学校が終わった俺は学校内に設置されている自販機でコーラを買い、二口程飲んでバッグに入れた。


さて、帰るか。この学校は町の中心にあり、生徒は1学年500人を軽く超えるのだが、俺の家は町の外れに位置しており、俺と帰路が同じ人は俺が知ってるだけで二人。確か二人とも俺より1つ上。


「あ、ジェルスー!」


俺の名前を呼んで走ってくるのは………、同じクラスの女子のサリア。


「やぁ、サリア。何か用?」


「えーと、用って訳でもないんだけど、………これから暇?」


「うーん、別に無いかな。それがどうしたの?」


サリアは少しの間黙って口を開いた。その間に違うクラスの女子三人がこちらを指差して何か話しているのが見えた。


「あの、ジェルス。よかったらこれからわた」

「サリアー!ちょっとちょっとー!こっち来てー!」


サリアは少し不機嫌そうに女子三人の方を向き、俺の方へ振り返った。


「あ、ジェルス。私、あっち行くね。」


「え?俺への用は?」


「また今度でいいかな。ごめんね、呼び止めたのに。」


「いや、大丈夫だよ。じゃ、また今度。」


サリアが女子三人の元へ走っていく。サリアが三人に何か言われているように見えた。何言われてるんだろ?


……………帰ろ。


知人にさよならとかじゃあなとか挨拶しながら校門に向かう。校門をくぐってチャリンコに股がり、家へと向かう。


そう、いつもとなんら変わらない1日だった。


……………ここまでは。


先程も言ったが俺の家は町の外れにある。そのため俺の家周辺はそこそこ田舎だ。道の両端が森のようになっている所もある。


ボーッとしながらチャリンコでそんな道を進んでいると森からいきなり何かが飛び出してきた。


俺はびっくりして急ブレーキをかける。どうやらキツネのようだが……。間に合うか……?

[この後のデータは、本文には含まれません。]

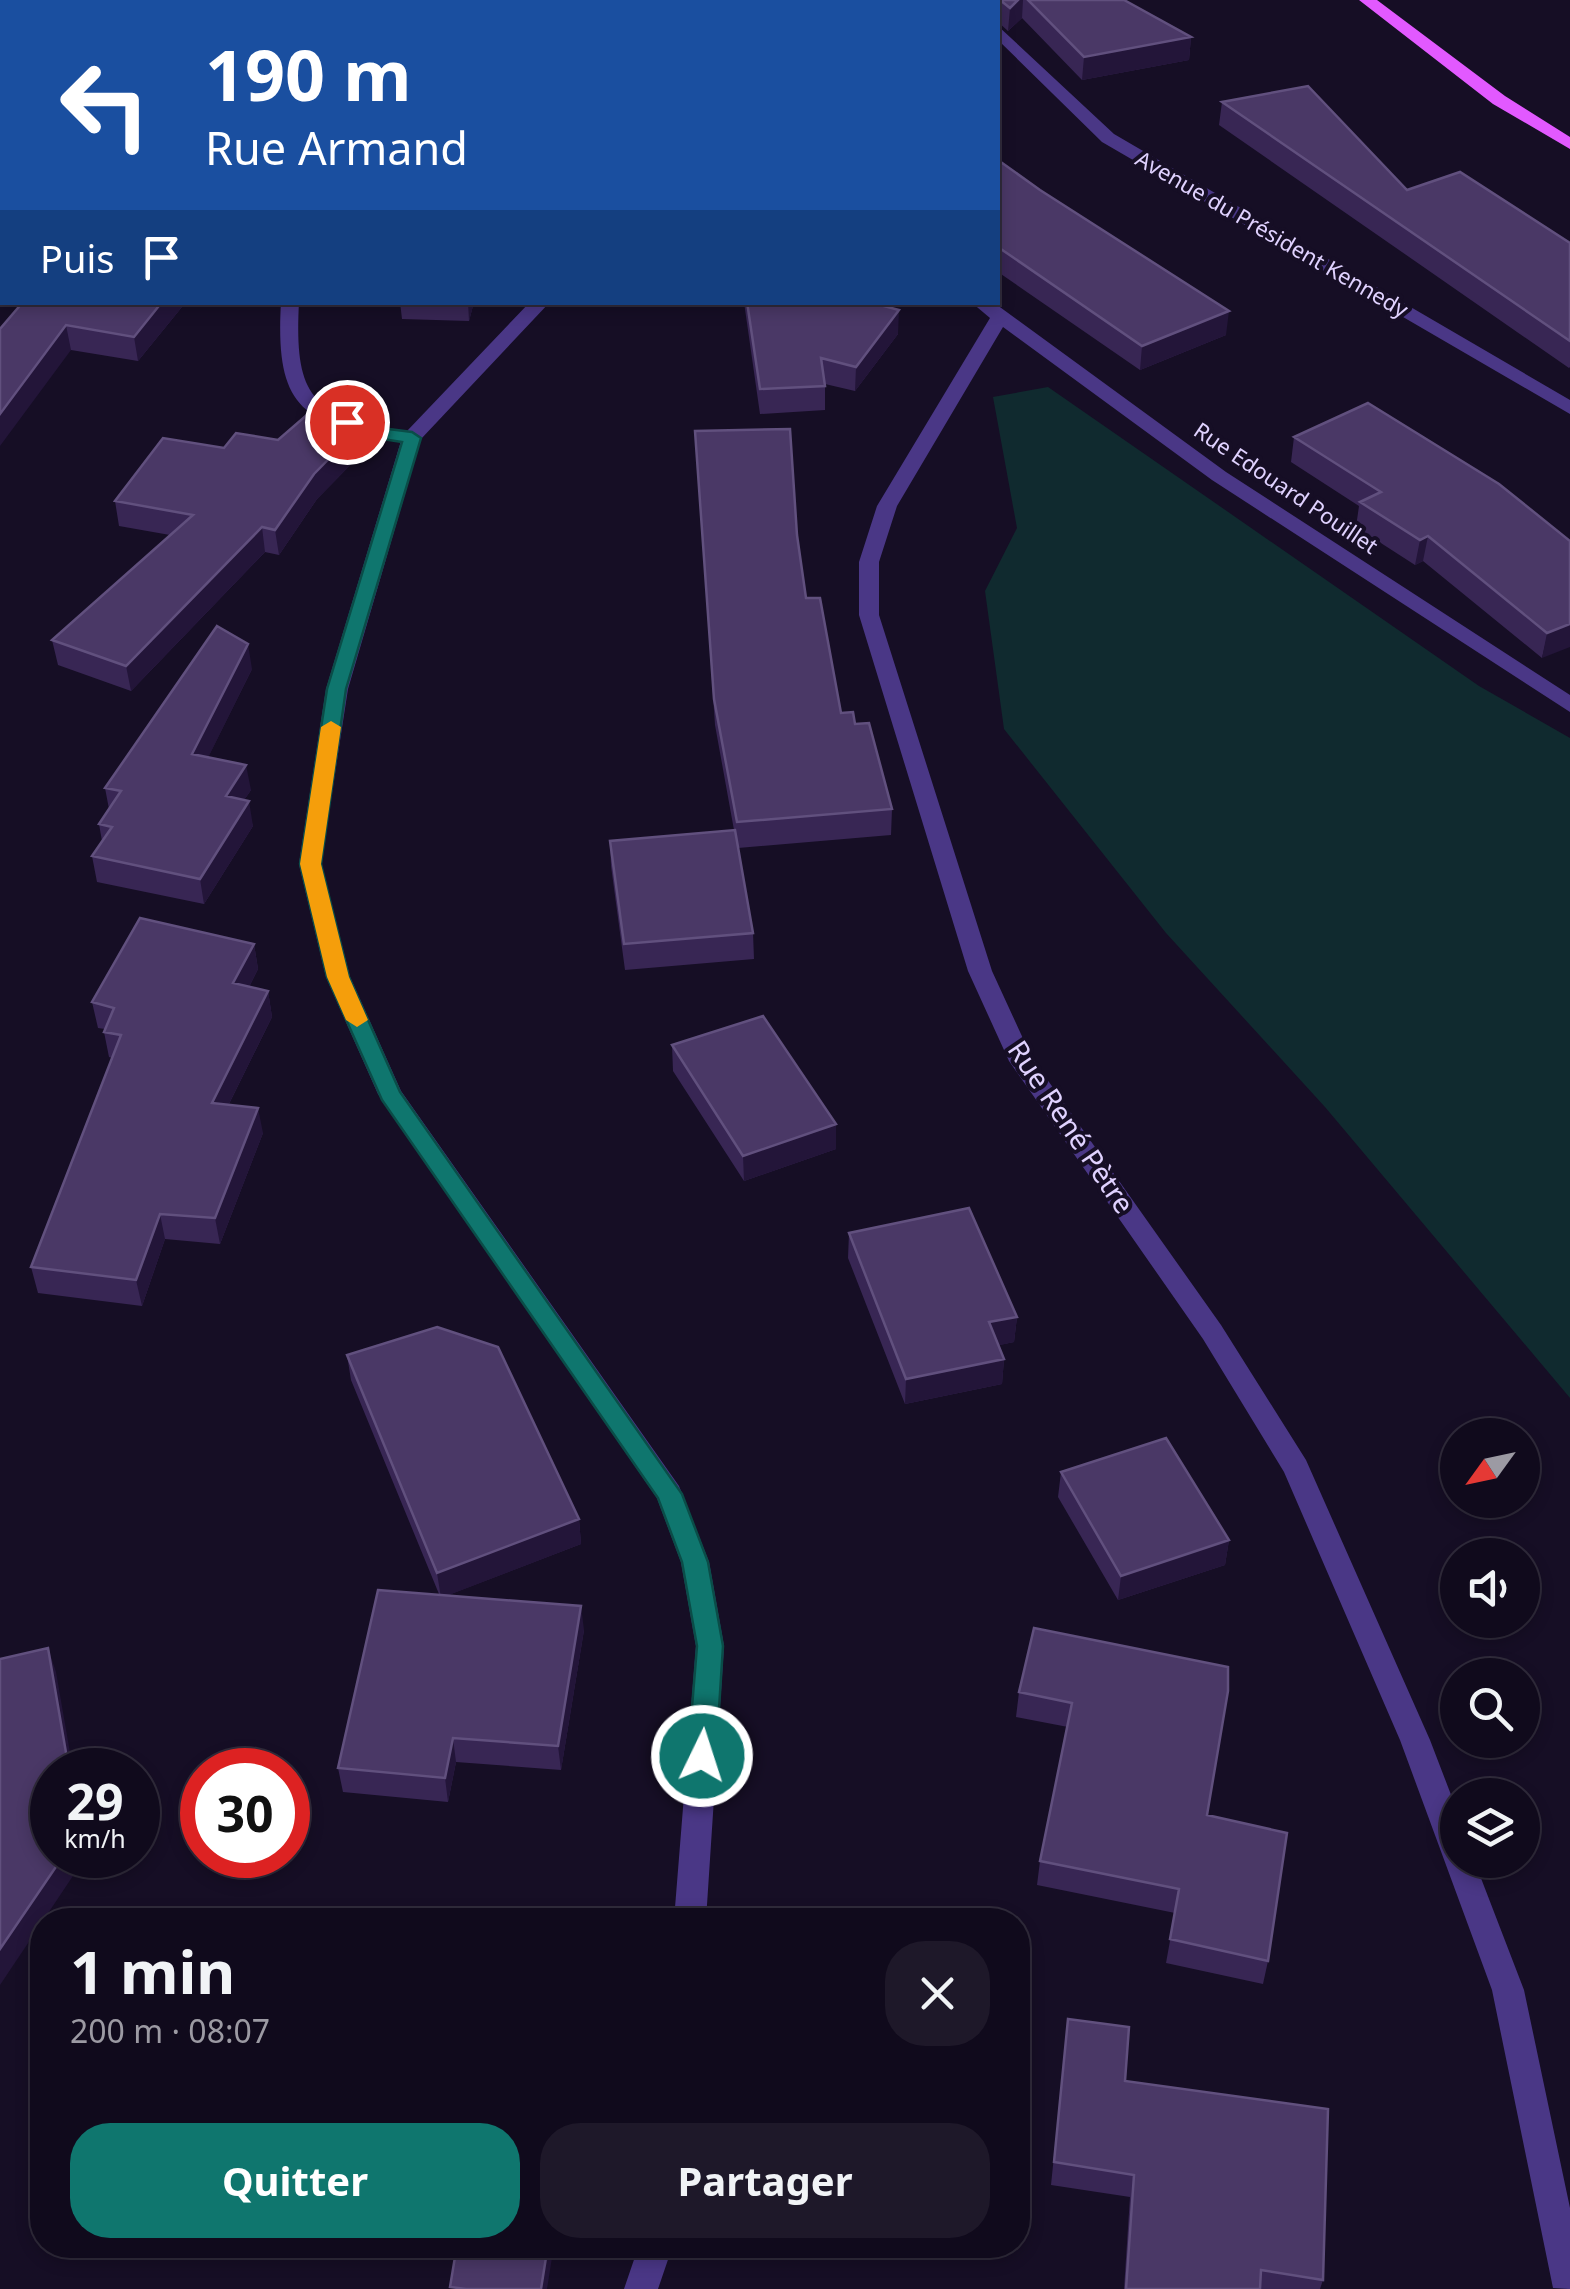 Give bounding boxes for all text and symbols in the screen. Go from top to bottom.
text: 190 m [205,26,412,122]
icon: left [40,40,170,170]
text: Rue Armand [205,117,468,178]
street label: Avenue du Président Kennedy [1131,143,1415,324]
icon: arrive [134,230,189,285]
text: Puis [40,232,114,284]
pin [305,380,390,465]
icon: arrive [320,395,375,450]
street label: Rue Edouard Pouillet [1189,414,1384,560]
street label: Rue René Pètre [1000,1032,1144,1220]
north arrow [1440,1418,1540,1518]
map controls [1440,1418,1540,1878]
button: sound [1440,1538,1540,1638]
button: search [1440,1658,1540,1758]
position arrow [650,1704,754,1808]
speed limit sign: 30 [180,1748,310,1878]
text: 29 [66,1767,124,1835]
button: layers [1440,1778,1540,1878]
text: km/h [64,1821,126,1855]
text: 1 min [70,1930,235,2012]
button: close [885,1941,990,2046]
text: 200 m · 08:07 [70,2009,270,2052]
button: Quitter [70,2123,520,2238]
button: Partager [540,2123,990,2238]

しかし、チャリンコは急には止まれない代物である。そのため、急ブレーキも虚しく、タイヤがキツネの体を巻き込み鮮血が道路を汚す……。はずだった。


キツネはタイヤをすり抜けてそのまま走っていく。どういうことだ?確実にタイヤはキツネを巻き込んでいた。俺は唖然となってそのキツネを見つめていた。


そのキツネは不意にこちらを向いて、更に信じられないことに、


「もしかしてー、君、ボクが見えてるー?」


…………喋った?キツネが……?まさか………。


「気のせいじゃないよー。ボクは魔力を持ってない人には姿も見えないしー、声も聞こえないんだよー。君ー、ボク見てその乗り物止めたでしょー?つまりー、君にはボクが見えていてー、君には魔力があるんだよー。」


魔力………?ファンタジーのゲームや小説にしかないと思っていたが、いや、それよりも、魔力がないとこのキツネが見えないって………どういうことだ?


俺は既に混乱しているが、キツネは続ける。


「自己紹介まだだったねー。ボクはアニマロイド………改造された動物だよー。信じられないかもしれないけどー、ボクは異世界から来たんだー。君みたいなー、この世界で魔力を持ってる人間にねー。」


改造された動物?異世界?魔力を持つ人間を探している?何故だ?俺に魔力が?


「でさー、魔力持った人見つけて何するのかっていうとねー。ボクらの世界に来てさー、ボクらの世界を救ってほしいんだー。」


俺が異世界に………。信じられない………。


「さ、行こうかー。あ、安心してねー。あっちの世界の二年間でこっちの世界は五分しか経たないからー。肉体の成長とか老化とかそれに比例して遅くなるからー。」


俺の目の前に青い渦が。


「おい、ちょっと待って……。」


しかし、俺はキツネに押されて青い渦の中へ入っていった。